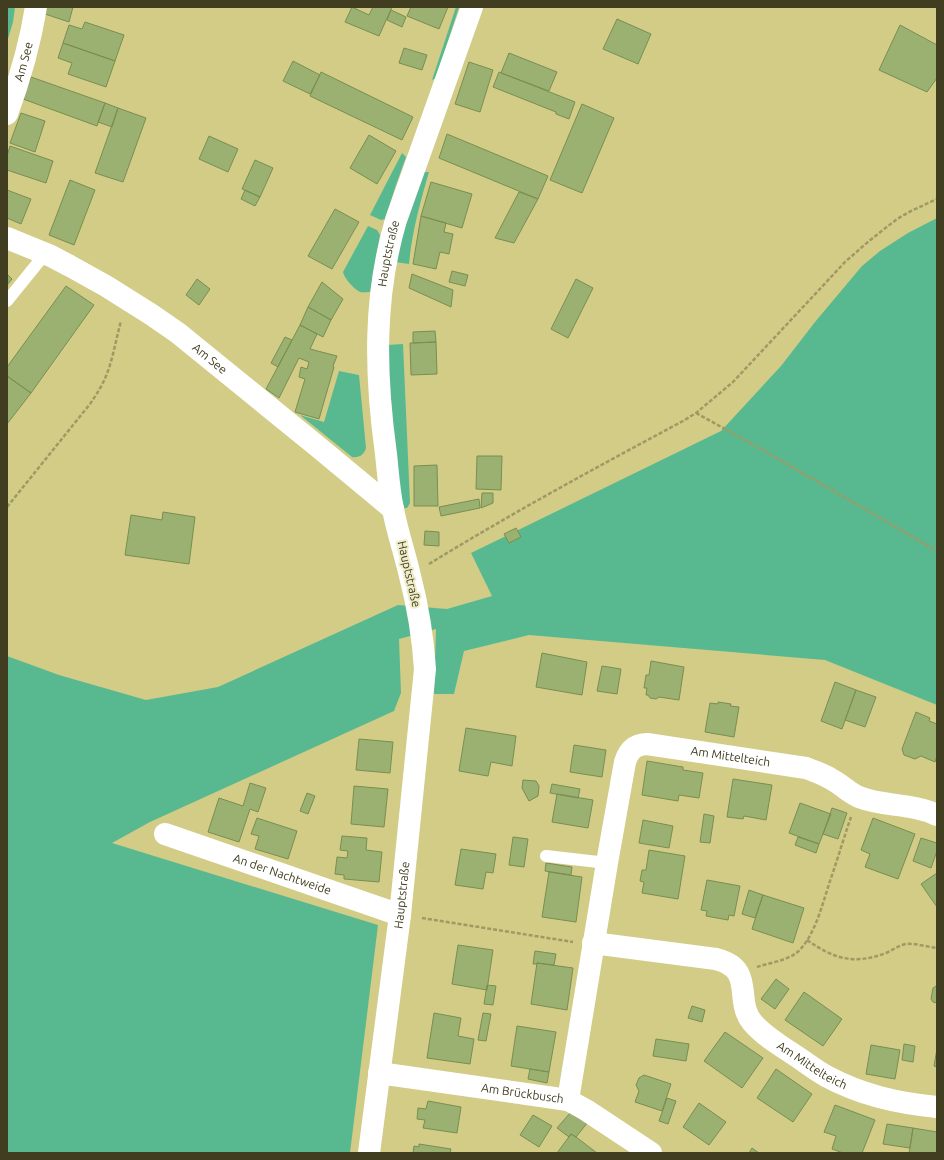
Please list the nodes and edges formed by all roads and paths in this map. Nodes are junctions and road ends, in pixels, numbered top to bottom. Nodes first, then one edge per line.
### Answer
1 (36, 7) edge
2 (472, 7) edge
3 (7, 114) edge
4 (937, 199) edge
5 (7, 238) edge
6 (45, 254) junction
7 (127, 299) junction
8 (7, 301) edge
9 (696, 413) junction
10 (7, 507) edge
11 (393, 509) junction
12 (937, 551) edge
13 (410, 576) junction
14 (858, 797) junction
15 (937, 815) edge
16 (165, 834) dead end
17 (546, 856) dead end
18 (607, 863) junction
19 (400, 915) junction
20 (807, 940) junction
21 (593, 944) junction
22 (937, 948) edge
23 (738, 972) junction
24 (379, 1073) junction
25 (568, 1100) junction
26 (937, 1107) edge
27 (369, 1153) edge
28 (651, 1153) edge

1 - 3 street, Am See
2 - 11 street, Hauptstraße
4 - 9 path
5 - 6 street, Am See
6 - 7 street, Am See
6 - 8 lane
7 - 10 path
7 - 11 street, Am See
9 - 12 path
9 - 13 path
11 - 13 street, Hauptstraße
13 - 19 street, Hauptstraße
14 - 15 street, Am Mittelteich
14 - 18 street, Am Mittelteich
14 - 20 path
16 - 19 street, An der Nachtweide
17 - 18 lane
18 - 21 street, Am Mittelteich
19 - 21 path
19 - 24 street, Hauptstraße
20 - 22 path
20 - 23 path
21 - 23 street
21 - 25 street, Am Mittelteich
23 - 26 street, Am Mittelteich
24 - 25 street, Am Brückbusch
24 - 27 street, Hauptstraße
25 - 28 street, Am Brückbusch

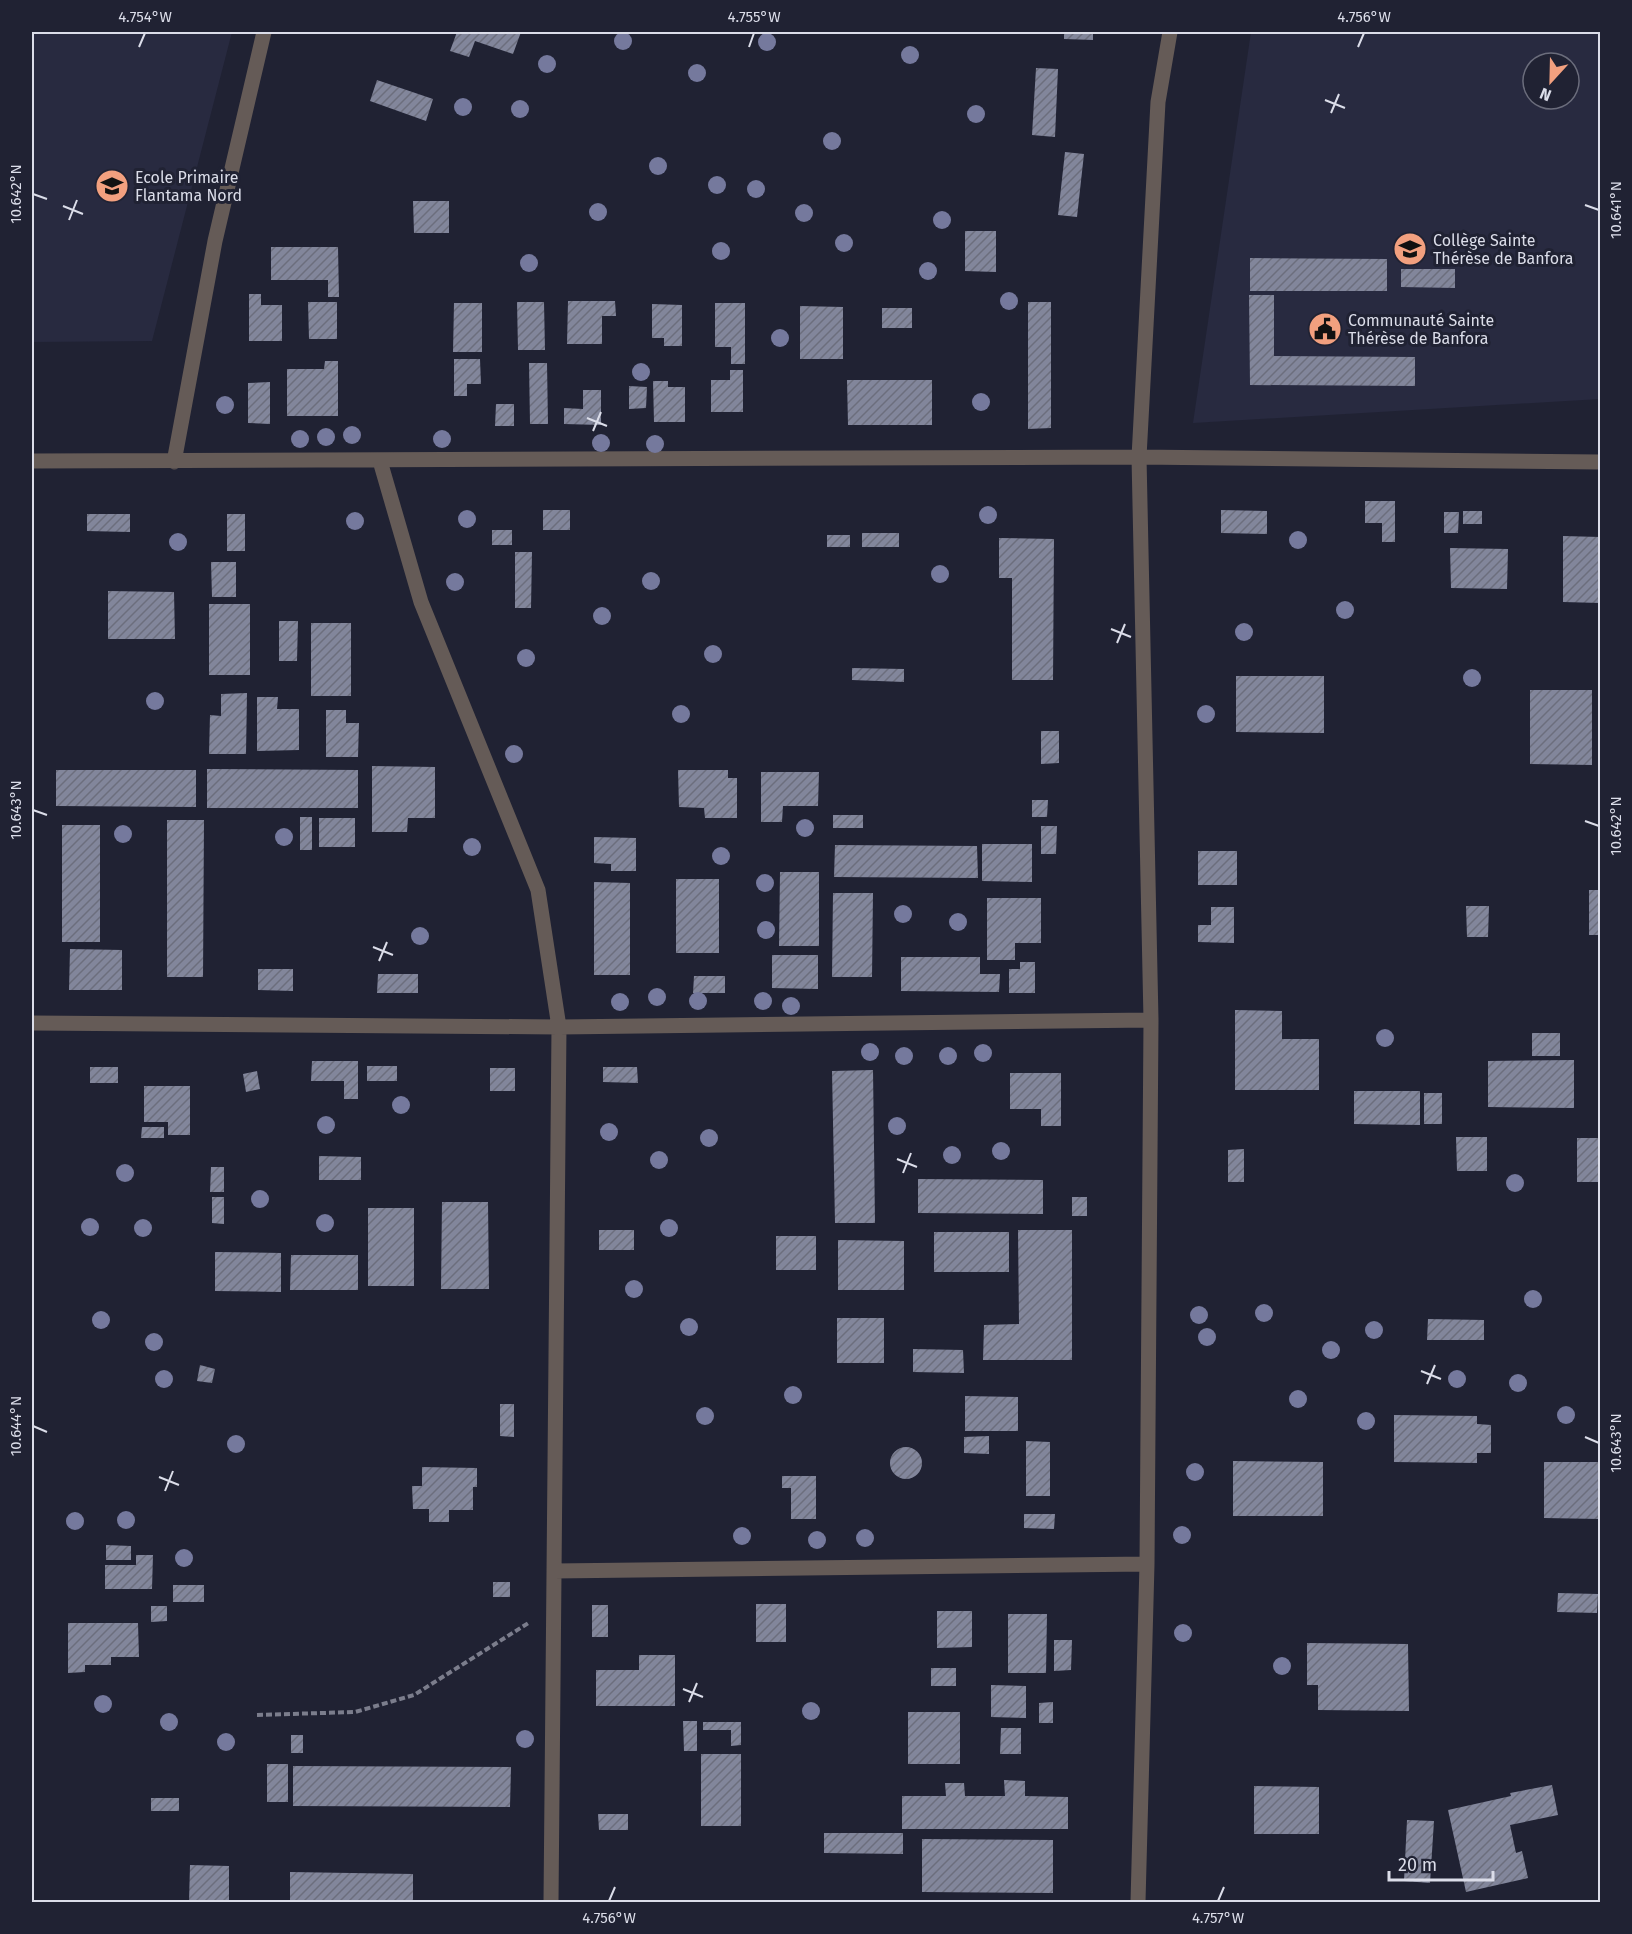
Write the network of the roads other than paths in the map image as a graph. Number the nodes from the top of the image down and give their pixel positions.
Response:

▶ [Work request]
Nothing but the lines from the one with "Write the network" to the last line of the data should appear in the answer, each exactly as it stands.

▶ [Reply to the task]
Write the network of the roads other than paths in the map image as a graph. Number the nodes from the top of the image down and give their pixel positions.
Response:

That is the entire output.